# Wife lost mother,now she wants to leave me.



## JPHUNTER

MY wife that i been married to for 9 yrs lost her mom last month very suddly,over night. Well she went out of state to be with her dad for a few weeks and i flew down to be with my wife and 2 kids,and father in-law. I was only there for a week and my wife,kids and I went to a few fun places while I was there with them. When we got home the next day my wife found a bank recp. that I had printed out from her account showing what was spent and how much she had in the account because her Dad gave her a 1000.00 the week her mom past and she never told me till the day before I flew down to be with her. This made me feel like she was hidding things from me thats why I pulled the account. She was really mad that I pulled the account and said I dont trust her, and went to tell me she is not happy anymore and said she loves me but not in love with me, and she feels very distant from me,and that we should take a break from each other. I have RA and I sleep a lot and cant do things I use to be able to do,so she said the sleeping part and me not being with the family is why she is not happy. I think the passing of her mom has a lot to do with it and told her she needs to talk to someone and i would make her a appt. , and she said ok. I asked her if she also wants to see a marrige cons. and she agread. She said she still loves me and want to work things out,but I have to change and help more, and be with the family more. Any opions will help I dont want to lose her or my family. We been togather for 15yrs and married for 9yrs and still love her to death,so please help. Thank


----------



## Chris Taylor

Sounds like you are on the right track. Go to counseling and listen to what she says she needs in the relationship to make the marriage work.
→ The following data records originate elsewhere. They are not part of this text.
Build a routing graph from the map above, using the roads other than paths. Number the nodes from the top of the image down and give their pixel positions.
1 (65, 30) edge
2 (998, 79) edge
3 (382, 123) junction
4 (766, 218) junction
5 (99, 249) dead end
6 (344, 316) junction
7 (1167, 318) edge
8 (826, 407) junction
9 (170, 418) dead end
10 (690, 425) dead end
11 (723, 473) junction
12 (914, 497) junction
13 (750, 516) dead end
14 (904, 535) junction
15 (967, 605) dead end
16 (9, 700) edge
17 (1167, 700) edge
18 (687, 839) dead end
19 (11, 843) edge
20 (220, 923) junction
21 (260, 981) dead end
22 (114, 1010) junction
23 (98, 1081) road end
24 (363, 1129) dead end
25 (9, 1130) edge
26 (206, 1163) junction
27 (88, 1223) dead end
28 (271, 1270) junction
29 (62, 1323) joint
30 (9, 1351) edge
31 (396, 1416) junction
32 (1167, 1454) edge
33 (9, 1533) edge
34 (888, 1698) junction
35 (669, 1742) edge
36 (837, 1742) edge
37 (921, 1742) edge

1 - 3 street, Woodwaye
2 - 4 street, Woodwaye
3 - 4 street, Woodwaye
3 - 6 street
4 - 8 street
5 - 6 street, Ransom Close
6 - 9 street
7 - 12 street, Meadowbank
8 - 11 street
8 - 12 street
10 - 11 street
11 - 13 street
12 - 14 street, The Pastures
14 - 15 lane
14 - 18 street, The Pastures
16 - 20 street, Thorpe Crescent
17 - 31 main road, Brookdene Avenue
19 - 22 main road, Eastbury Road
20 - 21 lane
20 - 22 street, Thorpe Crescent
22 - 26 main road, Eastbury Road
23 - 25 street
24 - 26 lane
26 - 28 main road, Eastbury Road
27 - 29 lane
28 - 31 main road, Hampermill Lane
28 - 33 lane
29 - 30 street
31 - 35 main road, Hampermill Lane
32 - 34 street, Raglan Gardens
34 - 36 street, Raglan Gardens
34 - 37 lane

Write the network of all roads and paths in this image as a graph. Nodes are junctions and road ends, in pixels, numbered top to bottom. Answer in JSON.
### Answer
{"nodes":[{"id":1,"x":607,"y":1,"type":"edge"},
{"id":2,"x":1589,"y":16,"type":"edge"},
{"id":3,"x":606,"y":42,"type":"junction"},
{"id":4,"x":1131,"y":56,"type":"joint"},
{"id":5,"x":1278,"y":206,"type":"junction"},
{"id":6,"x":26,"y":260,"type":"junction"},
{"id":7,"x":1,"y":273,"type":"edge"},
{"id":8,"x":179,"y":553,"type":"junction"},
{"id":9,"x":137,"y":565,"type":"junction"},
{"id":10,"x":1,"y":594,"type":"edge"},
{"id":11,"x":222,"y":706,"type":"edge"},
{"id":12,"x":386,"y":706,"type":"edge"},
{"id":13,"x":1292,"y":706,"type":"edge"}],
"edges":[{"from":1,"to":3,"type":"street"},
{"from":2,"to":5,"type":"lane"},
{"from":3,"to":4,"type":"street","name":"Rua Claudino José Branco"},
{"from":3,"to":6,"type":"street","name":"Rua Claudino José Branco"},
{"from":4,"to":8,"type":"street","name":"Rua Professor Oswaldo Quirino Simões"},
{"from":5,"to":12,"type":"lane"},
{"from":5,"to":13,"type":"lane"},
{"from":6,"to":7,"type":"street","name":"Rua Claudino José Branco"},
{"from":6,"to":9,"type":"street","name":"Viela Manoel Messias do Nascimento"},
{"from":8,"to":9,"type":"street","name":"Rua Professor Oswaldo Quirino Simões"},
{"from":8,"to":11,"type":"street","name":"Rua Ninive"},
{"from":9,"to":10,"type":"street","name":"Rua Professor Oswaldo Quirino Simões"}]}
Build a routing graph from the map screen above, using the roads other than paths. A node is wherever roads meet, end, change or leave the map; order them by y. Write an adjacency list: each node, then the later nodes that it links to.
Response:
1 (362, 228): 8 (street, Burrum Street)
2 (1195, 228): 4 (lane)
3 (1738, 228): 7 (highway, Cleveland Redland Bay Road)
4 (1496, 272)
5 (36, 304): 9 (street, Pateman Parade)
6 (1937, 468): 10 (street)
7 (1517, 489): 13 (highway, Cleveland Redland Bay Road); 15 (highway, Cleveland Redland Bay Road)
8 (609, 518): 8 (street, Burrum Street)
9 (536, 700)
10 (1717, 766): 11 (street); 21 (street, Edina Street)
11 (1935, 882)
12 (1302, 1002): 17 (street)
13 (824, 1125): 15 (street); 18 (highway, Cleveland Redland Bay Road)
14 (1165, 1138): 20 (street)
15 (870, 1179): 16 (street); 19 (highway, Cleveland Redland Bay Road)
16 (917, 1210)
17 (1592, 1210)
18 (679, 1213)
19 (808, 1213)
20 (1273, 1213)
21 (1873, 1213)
Be prepared to hear things that you may not like, may not agree with and may hurt. But if she's being honest, you need to accept that these are her perceptions of issues in the marriage and need to be addressed by you.

If you have issues with her, get them on the table now so that EVERYTHING is addressed. You don't want to get months down the road and tell her something has bothered you for a long time and she tells you that you should have mentioned it in counseling.


----------



## Complexity

Dude, talk about bad timing. You couldn't bring this up later?


----------



## SprucHub

Go to the counselor. Listen to what she is saying openmidedly. Do not get defensive. Do not just blindly commit to changing - understand why she is unhappy.


----------



## Jimena

Losing a parent definately can have a profound affect on that person's marriage. You need MC if you're going to get past this. Make sure she understands that SHE changed her needs and wants from your relationship before she expects you to change.
Unfortunately I had 2 distant aunts that ruined their marriages after their fathers died. One had an EA/PA and divorced. The other is going through severe depression, is out of work, keeps a dirty house, and complains all the time. Their MC is not working bc she won't work on changing herself. My uncle will probably file for divorce after the kids leave the house (they're 21+ already, also affected by her depression)


----------



## Jibril

JPHUNTER said:


> MY wife that i been married to for 9 yrs lost her mom last month very suddly,over night. Well she went out of state to be with her dad for a few weeks and i flew down to be with my wife and 2 kids,and father in-law. I was only there for a week and my wife,kids and I went to a few fun places while I was there with them. When we got home the next day my wife found a bank recp. that I had printed out from her account showing what was spent and how much she had in the account because her Dad gave her a 1000.00 the week her mom past and she never told me till the day before I flew down to be with her. *This made me feel like she was hidding things from me thats why I pulled the account*. She was really mad that I pulled the account and said I dont trust her, and went to tell me she is not happy anymore and said *she loves me but not in love with me*, and she feels very distant from me,and that *we should take a break from each other*. I have RA and I sleep a lot and cant do things I use to be able to do,so she said the sleeping part and me not being with the family is why she is not happy. I think the passing of her mom has a lot to do with it and told her she needs to talk to someone and i would make her a appt. , and she said ok. I asked her if she also wants to see a marrige cons. and she agread. She said she still loves me and want to work things out,but *I have to change* and help more, and be with the family more. Any opions will help I dont want to lose her or my family. We been togather for 15yrs and married for 9yrs and still love her to death,so please help. Thank


I tend to get very, _very_ suspicious when i hear that "I love you but am not _in_ love with you" line. It's usually cheater-speak. It generally means, "I'm emotionally invested in someone else."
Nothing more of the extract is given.